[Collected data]

>>>>

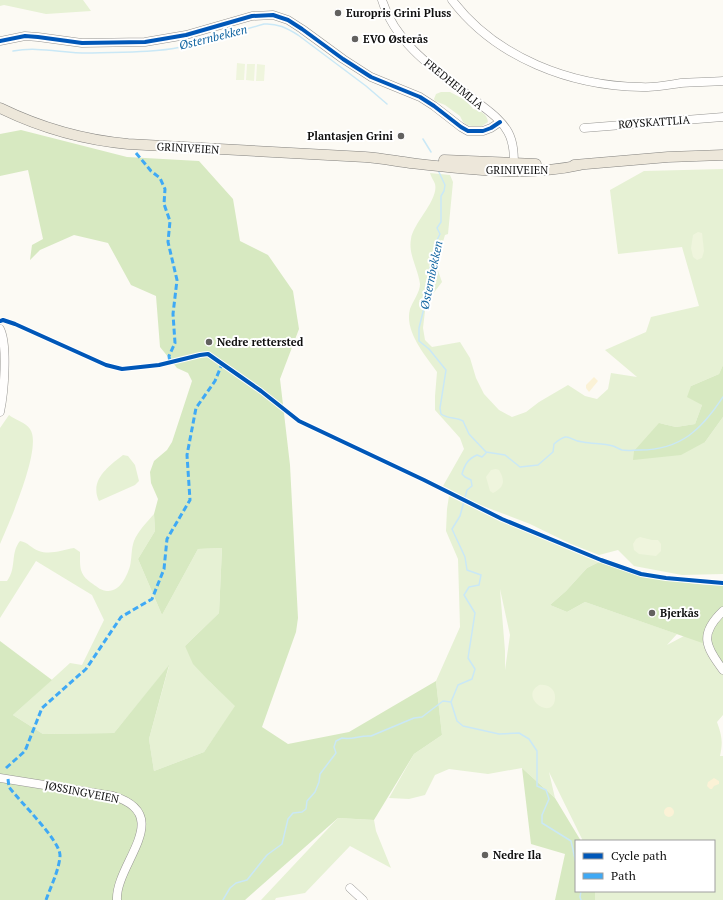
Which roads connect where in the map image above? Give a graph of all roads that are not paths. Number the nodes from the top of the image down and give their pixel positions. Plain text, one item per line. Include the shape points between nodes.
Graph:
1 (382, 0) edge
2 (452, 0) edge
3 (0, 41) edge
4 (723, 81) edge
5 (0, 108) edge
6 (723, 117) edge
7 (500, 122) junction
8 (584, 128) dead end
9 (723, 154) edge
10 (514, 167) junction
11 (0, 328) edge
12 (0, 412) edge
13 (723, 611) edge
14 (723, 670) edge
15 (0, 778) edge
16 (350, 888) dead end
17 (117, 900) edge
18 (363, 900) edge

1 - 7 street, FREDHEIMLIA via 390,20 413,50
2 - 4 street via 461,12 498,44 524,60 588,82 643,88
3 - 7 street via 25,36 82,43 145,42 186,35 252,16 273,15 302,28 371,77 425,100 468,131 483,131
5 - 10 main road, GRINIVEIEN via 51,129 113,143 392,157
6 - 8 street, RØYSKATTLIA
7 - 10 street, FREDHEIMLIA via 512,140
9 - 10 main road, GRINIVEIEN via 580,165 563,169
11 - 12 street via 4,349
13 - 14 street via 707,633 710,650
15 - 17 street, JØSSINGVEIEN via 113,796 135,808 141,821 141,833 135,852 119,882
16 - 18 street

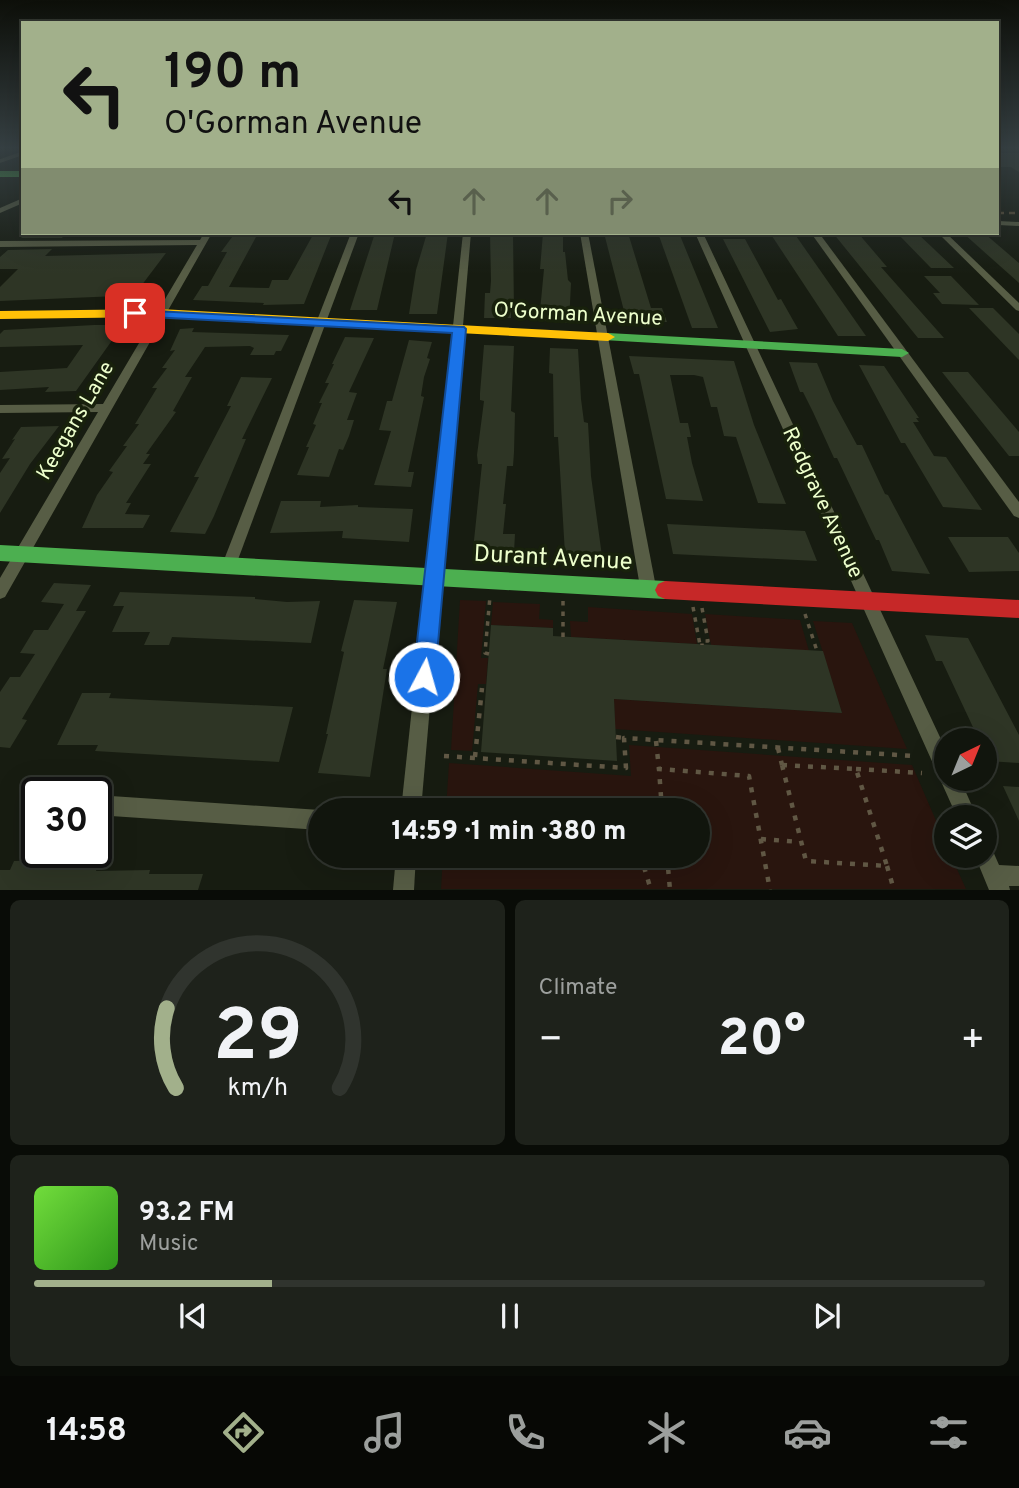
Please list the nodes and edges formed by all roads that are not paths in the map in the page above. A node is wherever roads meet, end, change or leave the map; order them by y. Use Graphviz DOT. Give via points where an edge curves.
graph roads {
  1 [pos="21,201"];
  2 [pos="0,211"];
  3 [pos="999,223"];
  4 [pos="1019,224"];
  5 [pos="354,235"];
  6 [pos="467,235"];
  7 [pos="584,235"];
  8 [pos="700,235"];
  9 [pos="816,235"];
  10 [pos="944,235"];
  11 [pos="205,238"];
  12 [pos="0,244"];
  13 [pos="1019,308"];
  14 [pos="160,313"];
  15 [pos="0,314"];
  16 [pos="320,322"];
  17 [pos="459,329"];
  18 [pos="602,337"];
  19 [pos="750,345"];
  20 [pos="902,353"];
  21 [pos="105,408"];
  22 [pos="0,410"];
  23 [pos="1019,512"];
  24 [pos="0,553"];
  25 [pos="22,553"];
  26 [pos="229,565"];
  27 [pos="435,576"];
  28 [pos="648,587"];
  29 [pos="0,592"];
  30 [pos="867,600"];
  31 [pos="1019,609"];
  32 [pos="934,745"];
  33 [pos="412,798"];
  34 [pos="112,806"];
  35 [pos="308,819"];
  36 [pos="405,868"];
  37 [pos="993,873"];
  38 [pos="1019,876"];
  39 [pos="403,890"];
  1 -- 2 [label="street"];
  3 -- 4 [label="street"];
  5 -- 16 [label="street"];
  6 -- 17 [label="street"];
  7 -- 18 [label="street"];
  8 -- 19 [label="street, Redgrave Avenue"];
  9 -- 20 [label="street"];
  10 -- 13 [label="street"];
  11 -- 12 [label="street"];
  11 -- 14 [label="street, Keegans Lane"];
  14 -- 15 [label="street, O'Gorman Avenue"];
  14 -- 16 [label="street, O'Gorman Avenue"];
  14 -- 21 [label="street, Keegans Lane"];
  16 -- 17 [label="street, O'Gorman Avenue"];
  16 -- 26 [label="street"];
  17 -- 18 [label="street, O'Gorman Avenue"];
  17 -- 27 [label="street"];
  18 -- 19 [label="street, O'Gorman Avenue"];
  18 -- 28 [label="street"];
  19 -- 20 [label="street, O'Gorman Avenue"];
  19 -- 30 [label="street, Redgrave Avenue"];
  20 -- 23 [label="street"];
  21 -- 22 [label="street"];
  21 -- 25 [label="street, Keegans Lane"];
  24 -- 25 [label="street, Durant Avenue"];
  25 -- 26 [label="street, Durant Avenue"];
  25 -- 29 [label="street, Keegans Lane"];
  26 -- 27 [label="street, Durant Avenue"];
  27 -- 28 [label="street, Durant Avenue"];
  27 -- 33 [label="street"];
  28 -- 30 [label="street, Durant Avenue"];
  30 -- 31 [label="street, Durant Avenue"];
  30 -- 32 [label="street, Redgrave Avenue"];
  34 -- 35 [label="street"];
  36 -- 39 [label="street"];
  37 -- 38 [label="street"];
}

<<<<

• WHAT TO PRODUCE
Each line of the data above must be repeated exactly, images excluded.

• TASK RESULT
Which roads connect where in the map image above? Give a graph of all roads that are not paths. Number the nodes from the top of the image down and give their pixel positions. Plain text, one item per line. Include the shape points between nodes.
Graph:
1 (382, 0) edge
2 (452, 0) edge
3 (0, 41) edge
4 (723, 81) edge
5 (0, 108) edge
6 (723, 117) edge
7 (500, 122) junction
8 (584, 128) dead end
9 (723, 154) edge
10 (514, 167) junction
11 (0, 328) edge
12 (0, 412) edge
13 (723, 611) edge
14 (723, 670) edge
15 (0, 778) edge
16 (350, 888) dead end
17 (117, 900) edge
18 (363, 900) edge

1 - 7 street, FREDHEIMLIA via 390,20 413,50
2 - 4 street via 461,12 498,44 524,60 588,82 643,88
3 - 7 street via 25,36 82,43 145,42 186,35 252,16 273,15 302,28 371,77 425,100 468,131 483,131
5 - 10 main road, GRINIVEIEN via 51,129 113,143 392,157
6 - 8 street, RØYSKATTLIA
7 - 10 street, FREDHEIMLIA via 512,140
9 - 10 main road, GRINIVEIEN via 580,165 563,169
11 - 12 street via 4,349
13 - 14 street via 707,633 710,650
15 - 17 street, JØSSINGVEIEN via 113,796 135,808 141,821 141,833 135,852 119,882
16 - 18 street

Please list the nodes and edges formed by all roads that are not paths in the map in the page above. A node is wherever roads meet, end, change or leave the map; order them by y. Use Graphviz DOT. Give via points where an edge curves.
graph roads {
  1 [pos="21,201"];
  2 [pos="0,211"];
  3 [pos="999,223"];
  4 [pos="1019,224"];
  5 [pos="354,235"];
  6 [pos="467,235"];
  7 [pos="584,235"];
  8 [pos="700,235"];
  9 [pos="816,235"];
  10 [pos="944,235"];
  11 [pos="205,238"];
  12 [pos="0,244"];
  13 [pos="1019,308"];
  14 [pos="160,313"];
  15 [pos="0,314"];
  16 [pos="320,322"];
  17 [pos="459,329"];
  18 [pos="602,337"];
  19 [pos="750,345"];
  20 [pos="902,353"];
  21 [pos="105,408"];
  22 [pos="0,410"];
  23 [pos="1019,512"];
  24 [pos="0,553"];
  25 [pos="22,553"];
  26 [pos="229,565"];
  27 [pos="435,576"];
  28 [pos="648,587"];
  29 [pos="0,592"];
  30 [pos="867,600"];
  31 [pos="1019,609"];
  32 [pos="934,745"];
  33 [pos="412,798"];
  34 [pos="112,806"];
  35 [pos="308,819"];
  36 [pos="405,868"];
  37 [pos="993,873"];
  38 [pos="1019,876"];
  39 [pos="403,890"];
  1 -- 2 [label="street"];
  3 -- 4 [label="street"];
  5 -- 16 [label="street"];
  6 -- 17 [label="street"];
  7 -- 18 [label="street"];
  8 -- 19 [label="street, Redgrave Avenue"];
  9 -- 20 [label="street"];
  10 -- 13 [label="street"];
  11 -- 12 [label="street"];
  11 -- 14 [label="street, Keegans Lane"];
  14 -- 15 [label="street, O'Gorman Avenue"];
  14 -- 16 [label="street, O'Gorman Avenue"];
  14 -- 21 [label="street, Keegans Lane"];
  16 -- 17 [label="street, O'Gorman Avenue"];
  16 -- 26 [label="street"];
  17 -- 18 [label="street, O'Gorman Avenue"];
  17 -- 27 [label="street"];
  18 -- 19 [label="street, O'Gorman Avenue"];
  18 -- 28 [label="street"];
  19 -- 20 [label="street, O'Gorman Avenue"];
  19 -- 30 [label="street, Redgrave Avenue"];
  20 -- 23 [label="street"];
  21 -- 22 [label="street"];
  21 -- 25 [label="street, Keegans Lane"];
  24 -- 25 [label="street, Durant Avenue"];
  25 -- 26 [label="street, Durant Avenue"];
  25 -- 29 [label="street, Keegans Lane"];
  26 -- 27 [label="street, Durant Avenue"];
  27 -- 28 [label="street, Durant Avenue"];
  27 -- 33 [label="street"];
  28 -- 30 [label="street, Durant Avenue"];
  30 -- 31 [label="street, Durant Avenue"];
  30 -- 32 [label="street, Redgrave Avenue"];
  34 -- 35 [label="street"];
  36 -- 39 [label="street"];
  37 -- 38 [label="street"];
}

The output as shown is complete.